>>>

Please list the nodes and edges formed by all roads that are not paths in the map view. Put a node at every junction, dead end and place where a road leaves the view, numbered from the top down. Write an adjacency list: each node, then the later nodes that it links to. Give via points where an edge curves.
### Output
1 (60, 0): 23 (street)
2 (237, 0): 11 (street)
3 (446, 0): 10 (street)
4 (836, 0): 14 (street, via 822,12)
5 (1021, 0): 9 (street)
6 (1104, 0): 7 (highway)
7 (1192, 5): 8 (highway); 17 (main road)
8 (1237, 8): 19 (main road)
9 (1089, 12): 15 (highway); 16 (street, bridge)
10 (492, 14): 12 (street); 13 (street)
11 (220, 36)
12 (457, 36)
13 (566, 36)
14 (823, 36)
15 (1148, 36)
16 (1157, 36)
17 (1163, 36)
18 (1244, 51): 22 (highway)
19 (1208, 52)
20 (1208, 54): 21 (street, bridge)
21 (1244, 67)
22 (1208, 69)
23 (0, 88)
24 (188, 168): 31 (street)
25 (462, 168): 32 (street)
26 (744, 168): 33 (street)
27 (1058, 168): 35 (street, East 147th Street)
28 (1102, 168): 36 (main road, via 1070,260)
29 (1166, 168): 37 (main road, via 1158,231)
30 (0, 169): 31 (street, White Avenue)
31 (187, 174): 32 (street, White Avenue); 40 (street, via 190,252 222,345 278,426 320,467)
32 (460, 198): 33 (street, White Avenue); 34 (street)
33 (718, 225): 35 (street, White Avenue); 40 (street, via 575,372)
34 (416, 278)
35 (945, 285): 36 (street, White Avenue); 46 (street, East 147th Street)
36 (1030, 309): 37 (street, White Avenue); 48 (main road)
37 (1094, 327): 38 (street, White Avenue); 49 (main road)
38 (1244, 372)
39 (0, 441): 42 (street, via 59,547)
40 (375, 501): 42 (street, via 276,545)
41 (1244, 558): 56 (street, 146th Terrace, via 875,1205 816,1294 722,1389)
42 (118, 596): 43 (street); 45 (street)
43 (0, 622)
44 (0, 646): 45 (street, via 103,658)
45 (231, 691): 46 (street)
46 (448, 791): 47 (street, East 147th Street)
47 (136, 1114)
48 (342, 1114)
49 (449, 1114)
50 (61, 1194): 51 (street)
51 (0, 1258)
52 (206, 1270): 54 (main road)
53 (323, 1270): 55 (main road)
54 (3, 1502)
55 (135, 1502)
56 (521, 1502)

<<<
>>>

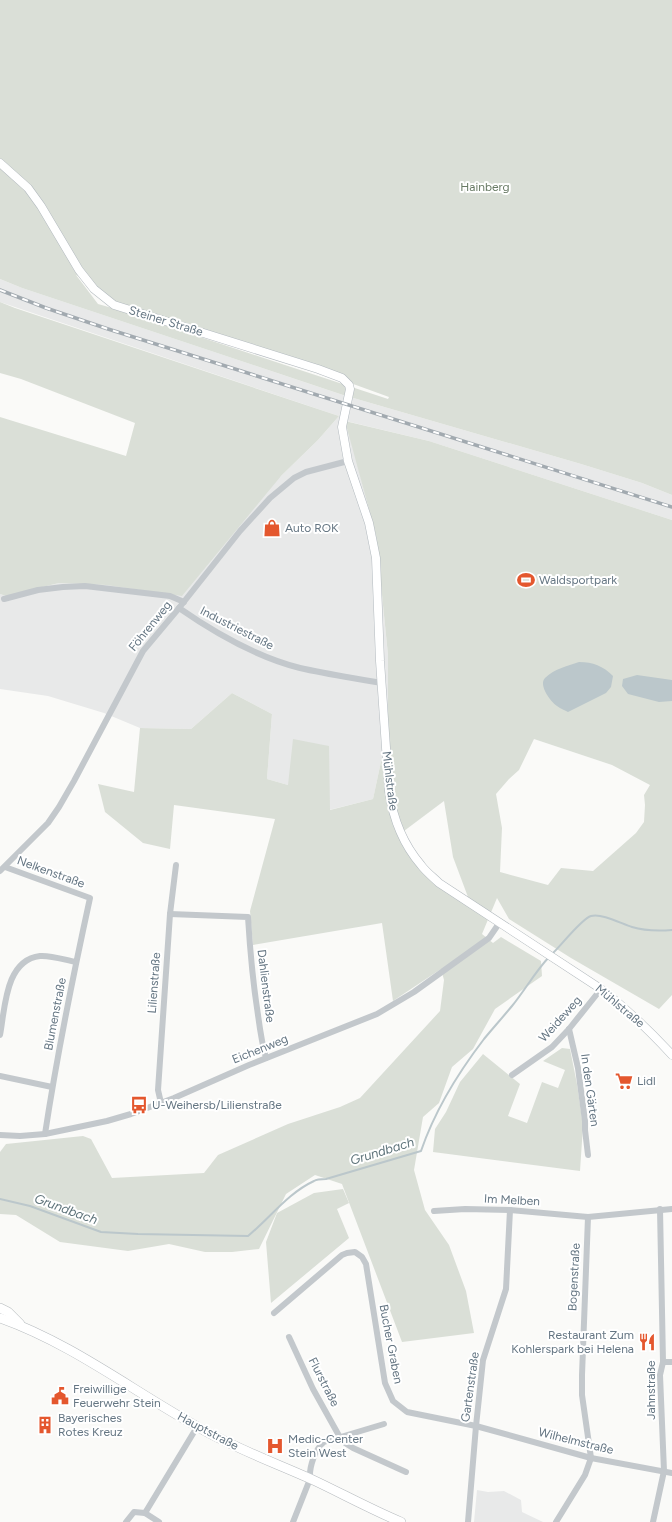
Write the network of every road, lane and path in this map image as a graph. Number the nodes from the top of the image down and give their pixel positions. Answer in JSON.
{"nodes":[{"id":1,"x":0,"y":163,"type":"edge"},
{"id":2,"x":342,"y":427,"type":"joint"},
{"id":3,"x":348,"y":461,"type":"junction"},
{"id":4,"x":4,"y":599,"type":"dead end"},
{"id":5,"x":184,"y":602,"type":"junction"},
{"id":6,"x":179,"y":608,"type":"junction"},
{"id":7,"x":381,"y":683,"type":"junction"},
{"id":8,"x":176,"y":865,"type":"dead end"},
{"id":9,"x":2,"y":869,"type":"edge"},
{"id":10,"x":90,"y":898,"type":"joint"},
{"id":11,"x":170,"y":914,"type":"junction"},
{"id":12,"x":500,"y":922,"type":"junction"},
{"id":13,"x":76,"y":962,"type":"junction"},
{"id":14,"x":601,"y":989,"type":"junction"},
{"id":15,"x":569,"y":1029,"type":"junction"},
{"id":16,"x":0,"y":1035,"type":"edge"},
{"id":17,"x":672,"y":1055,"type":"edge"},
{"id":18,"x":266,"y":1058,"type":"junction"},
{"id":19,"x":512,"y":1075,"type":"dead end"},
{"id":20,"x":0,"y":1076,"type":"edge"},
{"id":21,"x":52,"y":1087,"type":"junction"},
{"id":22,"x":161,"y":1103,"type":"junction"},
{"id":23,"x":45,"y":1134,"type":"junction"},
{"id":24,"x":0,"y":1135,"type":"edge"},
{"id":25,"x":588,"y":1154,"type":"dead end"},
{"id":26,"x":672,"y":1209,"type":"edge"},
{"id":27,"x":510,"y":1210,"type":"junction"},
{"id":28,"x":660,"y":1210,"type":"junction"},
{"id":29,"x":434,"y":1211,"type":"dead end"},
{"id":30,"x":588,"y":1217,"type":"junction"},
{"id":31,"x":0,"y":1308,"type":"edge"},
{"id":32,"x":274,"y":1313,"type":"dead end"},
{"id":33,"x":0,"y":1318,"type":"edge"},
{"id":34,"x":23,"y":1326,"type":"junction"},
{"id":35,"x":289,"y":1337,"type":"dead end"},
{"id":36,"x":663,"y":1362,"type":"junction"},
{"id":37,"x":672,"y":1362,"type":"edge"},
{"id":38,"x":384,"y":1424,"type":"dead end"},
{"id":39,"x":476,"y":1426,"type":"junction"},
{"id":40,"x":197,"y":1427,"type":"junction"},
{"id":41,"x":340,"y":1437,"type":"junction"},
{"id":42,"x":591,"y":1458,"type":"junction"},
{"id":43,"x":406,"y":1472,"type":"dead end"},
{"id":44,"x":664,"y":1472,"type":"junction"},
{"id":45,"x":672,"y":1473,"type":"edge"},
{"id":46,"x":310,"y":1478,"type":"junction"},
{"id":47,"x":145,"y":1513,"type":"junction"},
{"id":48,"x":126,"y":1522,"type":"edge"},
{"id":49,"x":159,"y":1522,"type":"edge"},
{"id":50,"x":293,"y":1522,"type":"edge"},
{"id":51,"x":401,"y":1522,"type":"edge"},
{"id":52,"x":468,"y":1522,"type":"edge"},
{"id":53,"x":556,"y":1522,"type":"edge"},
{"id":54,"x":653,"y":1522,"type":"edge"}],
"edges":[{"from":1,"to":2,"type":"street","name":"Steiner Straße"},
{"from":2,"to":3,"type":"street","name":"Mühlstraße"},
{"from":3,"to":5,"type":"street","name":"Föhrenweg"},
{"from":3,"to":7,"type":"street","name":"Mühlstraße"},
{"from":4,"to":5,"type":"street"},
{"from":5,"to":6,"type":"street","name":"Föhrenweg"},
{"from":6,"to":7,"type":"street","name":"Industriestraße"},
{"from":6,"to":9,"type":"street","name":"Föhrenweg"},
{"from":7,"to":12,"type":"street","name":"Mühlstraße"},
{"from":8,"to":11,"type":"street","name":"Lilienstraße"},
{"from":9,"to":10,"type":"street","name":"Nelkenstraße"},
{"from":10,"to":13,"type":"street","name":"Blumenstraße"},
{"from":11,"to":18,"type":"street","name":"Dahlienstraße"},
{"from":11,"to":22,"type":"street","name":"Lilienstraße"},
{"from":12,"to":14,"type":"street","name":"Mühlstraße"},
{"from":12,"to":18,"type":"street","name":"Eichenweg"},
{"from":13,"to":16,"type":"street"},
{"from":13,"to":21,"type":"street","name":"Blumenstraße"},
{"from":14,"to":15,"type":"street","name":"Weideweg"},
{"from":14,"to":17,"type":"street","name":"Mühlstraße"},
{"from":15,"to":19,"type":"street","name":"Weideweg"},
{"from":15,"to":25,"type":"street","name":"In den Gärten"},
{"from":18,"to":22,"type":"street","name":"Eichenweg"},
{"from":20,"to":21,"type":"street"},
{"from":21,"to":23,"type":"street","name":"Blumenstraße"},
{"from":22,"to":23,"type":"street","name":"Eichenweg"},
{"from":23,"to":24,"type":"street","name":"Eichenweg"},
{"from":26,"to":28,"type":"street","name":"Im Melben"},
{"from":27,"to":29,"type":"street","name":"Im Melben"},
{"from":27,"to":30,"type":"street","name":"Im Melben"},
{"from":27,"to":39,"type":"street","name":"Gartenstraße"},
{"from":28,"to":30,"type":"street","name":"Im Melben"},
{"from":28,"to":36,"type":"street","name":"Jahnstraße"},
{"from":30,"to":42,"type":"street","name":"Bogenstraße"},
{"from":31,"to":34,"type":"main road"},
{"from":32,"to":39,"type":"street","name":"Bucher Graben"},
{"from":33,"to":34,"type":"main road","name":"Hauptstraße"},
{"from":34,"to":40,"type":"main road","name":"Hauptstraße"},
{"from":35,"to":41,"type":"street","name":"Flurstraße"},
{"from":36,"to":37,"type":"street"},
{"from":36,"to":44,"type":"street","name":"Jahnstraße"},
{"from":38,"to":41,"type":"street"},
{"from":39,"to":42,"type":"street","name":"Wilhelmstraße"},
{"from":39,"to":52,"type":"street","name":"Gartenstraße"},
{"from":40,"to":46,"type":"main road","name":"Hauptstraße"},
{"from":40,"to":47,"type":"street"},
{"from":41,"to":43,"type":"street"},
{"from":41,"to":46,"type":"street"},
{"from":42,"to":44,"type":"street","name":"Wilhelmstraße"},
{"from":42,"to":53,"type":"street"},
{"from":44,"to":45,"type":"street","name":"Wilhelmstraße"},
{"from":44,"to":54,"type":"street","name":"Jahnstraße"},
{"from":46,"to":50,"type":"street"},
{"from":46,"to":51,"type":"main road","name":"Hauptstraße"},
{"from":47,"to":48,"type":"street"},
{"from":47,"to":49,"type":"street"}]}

<<<

### [What is expected]
Going through the entries above, count the lines that have the word "down" and state that count alone.

### [Exercise output]
2